» Your instructions
Using the data that follows, say how many lines contain the word "nodes", giving the number by itself.

Records to process: Begin

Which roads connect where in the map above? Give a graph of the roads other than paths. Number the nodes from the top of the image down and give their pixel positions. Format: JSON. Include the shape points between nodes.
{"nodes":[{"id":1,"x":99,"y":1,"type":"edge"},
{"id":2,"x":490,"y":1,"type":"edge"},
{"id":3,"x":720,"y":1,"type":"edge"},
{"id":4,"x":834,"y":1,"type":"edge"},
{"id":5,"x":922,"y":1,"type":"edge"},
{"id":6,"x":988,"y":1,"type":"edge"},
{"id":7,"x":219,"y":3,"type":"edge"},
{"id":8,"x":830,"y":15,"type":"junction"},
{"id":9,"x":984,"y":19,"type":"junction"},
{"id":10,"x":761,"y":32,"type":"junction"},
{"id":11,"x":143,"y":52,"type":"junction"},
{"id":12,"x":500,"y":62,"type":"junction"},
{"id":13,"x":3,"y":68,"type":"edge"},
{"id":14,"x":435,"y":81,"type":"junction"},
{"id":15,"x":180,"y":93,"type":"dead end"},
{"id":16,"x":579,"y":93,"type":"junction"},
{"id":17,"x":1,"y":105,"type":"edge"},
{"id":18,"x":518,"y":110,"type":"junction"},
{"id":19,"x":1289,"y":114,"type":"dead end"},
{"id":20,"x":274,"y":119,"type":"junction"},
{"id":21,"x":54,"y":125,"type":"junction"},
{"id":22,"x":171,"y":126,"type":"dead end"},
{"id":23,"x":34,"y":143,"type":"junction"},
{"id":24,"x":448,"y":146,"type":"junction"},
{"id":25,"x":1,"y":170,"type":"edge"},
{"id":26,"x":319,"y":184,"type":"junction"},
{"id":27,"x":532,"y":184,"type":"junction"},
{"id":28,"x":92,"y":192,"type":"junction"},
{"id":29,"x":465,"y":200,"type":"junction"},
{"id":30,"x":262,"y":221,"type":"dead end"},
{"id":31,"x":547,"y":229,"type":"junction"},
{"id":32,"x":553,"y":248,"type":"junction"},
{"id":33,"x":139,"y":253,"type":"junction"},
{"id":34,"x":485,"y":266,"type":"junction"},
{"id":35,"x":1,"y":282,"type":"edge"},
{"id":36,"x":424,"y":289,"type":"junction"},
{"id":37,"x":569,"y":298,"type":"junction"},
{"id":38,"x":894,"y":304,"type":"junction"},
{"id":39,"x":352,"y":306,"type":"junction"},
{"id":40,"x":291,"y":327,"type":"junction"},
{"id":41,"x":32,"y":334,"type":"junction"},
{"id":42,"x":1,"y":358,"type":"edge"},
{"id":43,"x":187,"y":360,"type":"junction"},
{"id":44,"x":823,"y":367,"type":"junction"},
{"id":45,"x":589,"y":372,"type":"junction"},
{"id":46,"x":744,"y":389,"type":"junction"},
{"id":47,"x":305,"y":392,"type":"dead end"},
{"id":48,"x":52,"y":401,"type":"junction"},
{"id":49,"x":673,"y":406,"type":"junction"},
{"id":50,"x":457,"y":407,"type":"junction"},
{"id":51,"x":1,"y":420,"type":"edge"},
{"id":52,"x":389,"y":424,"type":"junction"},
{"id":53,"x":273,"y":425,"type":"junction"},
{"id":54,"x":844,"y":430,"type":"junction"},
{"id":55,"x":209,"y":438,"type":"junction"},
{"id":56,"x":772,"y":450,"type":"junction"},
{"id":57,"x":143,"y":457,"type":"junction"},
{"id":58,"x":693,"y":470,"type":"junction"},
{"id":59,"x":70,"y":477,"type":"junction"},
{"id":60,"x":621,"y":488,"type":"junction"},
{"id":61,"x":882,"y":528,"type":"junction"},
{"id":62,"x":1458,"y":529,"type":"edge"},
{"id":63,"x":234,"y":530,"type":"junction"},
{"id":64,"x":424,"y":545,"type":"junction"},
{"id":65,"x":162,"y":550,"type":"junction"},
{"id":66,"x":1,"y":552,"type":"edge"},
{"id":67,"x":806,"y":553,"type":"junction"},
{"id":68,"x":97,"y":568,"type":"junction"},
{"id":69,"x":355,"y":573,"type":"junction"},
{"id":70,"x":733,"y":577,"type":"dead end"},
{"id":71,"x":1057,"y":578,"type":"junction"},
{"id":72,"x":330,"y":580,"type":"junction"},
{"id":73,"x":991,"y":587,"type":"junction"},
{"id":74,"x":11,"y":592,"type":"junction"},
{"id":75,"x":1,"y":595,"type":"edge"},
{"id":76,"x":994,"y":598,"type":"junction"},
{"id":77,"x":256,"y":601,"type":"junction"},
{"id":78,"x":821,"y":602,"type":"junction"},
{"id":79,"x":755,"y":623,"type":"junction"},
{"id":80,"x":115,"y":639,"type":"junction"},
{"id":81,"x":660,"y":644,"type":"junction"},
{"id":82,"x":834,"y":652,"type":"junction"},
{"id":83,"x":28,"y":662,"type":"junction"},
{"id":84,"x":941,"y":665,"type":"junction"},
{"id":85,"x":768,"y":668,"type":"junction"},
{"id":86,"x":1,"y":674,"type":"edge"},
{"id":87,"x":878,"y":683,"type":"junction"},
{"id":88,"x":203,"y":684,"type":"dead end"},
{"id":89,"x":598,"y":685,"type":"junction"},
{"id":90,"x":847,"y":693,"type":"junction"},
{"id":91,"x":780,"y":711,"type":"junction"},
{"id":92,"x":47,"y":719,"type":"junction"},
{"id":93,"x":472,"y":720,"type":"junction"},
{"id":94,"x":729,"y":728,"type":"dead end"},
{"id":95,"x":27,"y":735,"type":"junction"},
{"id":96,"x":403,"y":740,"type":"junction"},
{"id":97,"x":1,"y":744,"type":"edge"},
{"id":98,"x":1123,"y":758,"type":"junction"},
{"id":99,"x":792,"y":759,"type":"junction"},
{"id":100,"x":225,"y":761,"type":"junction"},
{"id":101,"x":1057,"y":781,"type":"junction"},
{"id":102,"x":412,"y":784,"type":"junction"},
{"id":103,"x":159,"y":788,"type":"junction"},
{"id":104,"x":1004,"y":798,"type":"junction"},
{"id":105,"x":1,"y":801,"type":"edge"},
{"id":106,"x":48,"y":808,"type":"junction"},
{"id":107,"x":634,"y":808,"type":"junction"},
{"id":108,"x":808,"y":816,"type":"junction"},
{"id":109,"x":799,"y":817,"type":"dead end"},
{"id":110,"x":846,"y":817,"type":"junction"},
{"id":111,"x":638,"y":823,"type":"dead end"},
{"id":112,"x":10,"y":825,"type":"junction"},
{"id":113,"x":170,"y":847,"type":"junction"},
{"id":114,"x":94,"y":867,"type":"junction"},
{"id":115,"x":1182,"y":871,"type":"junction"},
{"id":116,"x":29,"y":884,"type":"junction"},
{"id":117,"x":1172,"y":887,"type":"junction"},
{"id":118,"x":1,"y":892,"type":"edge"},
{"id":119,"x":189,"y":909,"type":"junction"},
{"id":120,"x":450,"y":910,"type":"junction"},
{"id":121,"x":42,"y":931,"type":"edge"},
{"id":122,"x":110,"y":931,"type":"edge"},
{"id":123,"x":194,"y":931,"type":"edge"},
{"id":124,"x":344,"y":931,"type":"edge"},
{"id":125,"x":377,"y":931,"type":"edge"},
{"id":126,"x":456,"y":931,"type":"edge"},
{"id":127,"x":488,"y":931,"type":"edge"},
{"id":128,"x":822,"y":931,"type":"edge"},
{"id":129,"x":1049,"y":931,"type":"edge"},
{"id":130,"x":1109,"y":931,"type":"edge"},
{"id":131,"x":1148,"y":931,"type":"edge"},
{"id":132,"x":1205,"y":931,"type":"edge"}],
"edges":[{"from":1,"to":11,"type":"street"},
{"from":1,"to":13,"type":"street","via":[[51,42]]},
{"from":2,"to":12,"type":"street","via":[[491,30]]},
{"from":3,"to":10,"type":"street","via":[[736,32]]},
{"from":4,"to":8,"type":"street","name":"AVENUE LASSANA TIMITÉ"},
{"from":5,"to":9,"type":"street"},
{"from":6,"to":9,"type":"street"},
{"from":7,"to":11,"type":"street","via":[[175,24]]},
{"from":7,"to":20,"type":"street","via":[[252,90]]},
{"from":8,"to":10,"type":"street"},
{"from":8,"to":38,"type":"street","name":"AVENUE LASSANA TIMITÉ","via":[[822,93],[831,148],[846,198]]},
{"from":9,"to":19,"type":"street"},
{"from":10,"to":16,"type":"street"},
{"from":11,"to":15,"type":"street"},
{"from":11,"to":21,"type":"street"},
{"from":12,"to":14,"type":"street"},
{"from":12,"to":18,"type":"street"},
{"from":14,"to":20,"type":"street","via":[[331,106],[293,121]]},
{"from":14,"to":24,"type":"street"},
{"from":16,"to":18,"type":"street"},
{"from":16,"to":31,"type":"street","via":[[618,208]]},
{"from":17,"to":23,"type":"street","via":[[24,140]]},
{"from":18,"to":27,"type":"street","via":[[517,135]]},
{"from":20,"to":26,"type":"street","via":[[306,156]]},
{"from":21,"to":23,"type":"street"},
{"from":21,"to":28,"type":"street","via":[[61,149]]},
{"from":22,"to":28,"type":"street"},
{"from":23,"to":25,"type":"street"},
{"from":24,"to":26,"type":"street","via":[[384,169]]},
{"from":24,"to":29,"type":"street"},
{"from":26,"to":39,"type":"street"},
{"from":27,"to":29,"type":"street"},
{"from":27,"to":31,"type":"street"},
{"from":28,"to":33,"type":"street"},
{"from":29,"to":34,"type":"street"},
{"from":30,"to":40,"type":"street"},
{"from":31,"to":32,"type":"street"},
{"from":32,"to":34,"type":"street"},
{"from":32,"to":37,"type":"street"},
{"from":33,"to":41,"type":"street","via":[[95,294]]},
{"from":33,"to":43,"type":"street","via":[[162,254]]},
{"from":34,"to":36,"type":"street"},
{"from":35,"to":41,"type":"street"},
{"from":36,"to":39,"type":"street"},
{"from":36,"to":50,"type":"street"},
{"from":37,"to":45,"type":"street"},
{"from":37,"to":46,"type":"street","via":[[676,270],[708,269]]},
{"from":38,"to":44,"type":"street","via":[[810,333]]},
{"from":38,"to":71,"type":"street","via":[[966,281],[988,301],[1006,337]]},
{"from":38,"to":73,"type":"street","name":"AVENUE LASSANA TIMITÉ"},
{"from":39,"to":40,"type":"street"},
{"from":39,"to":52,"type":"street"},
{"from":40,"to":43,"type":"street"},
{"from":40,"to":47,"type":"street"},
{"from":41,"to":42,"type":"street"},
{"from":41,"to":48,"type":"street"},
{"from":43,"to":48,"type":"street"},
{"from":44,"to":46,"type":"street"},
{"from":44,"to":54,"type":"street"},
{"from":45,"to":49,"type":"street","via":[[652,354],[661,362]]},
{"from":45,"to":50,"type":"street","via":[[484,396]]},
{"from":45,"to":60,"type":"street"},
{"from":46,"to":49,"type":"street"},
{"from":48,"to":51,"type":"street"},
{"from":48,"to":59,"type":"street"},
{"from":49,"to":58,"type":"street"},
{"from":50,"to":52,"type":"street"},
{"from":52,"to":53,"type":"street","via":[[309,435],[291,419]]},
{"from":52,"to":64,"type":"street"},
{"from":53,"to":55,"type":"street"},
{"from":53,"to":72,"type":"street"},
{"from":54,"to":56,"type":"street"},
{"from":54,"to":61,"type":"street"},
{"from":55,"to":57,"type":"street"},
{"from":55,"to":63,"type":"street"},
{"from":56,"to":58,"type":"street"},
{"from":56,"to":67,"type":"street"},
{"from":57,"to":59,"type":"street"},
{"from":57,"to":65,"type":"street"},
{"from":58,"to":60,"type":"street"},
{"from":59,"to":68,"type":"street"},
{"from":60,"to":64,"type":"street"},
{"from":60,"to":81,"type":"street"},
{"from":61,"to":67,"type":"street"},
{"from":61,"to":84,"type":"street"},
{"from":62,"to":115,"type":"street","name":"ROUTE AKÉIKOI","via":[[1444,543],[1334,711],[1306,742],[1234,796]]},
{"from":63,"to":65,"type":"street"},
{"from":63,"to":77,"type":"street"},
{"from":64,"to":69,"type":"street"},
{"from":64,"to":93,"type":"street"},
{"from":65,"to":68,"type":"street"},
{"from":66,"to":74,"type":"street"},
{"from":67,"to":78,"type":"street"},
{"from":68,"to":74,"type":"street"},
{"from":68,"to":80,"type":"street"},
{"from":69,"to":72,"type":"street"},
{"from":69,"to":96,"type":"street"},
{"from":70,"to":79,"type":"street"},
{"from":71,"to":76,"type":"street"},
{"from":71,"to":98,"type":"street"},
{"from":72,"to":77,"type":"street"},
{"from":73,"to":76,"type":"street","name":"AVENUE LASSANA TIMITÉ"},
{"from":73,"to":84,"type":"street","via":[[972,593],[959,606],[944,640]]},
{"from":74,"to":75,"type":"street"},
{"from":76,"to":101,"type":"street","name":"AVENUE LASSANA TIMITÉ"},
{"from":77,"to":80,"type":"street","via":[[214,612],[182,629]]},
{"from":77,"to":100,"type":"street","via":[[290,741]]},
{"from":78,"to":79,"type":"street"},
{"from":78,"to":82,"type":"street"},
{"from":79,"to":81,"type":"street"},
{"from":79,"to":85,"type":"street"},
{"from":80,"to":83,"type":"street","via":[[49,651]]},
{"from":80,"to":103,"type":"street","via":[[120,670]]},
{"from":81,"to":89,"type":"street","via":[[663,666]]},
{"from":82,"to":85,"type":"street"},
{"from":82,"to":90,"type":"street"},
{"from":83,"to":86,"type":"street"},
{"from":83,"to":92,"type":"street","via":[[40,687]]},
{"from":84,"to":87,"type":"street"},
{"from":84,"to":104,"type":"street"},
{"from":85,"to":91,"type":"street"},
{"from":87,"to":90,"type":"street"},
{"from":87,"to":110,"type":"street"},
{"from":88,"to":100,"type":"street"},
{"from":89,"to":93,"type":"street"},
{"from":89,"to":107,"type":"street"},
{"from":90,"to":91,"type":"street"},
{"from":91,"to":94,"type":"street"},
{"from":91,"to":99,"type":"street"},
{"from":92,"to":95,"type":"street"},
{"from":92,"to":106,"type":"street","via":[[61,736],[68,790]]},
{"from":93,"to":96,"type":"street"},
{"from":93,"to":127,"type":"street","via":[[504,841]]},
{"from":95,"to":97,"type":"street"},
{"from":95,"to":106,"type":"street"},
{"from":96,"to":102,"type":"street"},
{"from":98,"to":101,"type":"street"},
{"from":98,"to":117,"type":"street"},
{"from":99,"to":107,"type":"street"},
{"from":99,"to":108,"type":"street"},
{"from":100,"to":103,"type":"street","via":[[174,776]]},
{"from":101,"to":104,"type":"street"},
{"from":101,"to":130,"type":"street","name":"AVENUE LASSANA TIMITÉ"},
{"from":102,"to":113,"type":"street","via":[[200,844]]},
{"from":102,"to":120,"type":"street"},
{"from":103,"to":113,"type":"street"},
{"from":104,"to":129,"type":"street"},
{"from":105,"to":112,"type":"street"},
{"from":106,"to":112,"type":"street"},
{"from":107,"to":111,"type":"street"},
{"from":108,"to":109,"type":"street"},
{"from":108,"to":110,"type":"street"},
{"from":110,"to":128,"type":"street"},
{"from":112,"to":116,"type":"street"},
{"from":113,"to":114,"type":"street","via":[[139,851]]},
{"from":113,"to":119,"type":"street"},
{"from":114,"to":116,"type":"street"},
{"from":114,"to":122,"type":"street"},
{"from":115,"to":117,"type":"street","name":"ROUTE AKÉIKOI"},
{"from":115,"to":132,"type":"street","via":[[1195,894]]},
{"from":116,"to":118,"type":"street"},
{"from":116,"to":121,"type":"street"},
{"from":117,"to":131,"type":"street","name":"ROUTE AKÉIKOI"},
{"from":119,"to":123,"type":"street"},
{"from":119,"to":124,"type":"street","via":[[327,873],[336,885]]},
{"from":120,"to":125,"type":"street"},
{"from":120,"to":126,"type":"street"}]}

Records to process: End

» Answer space
2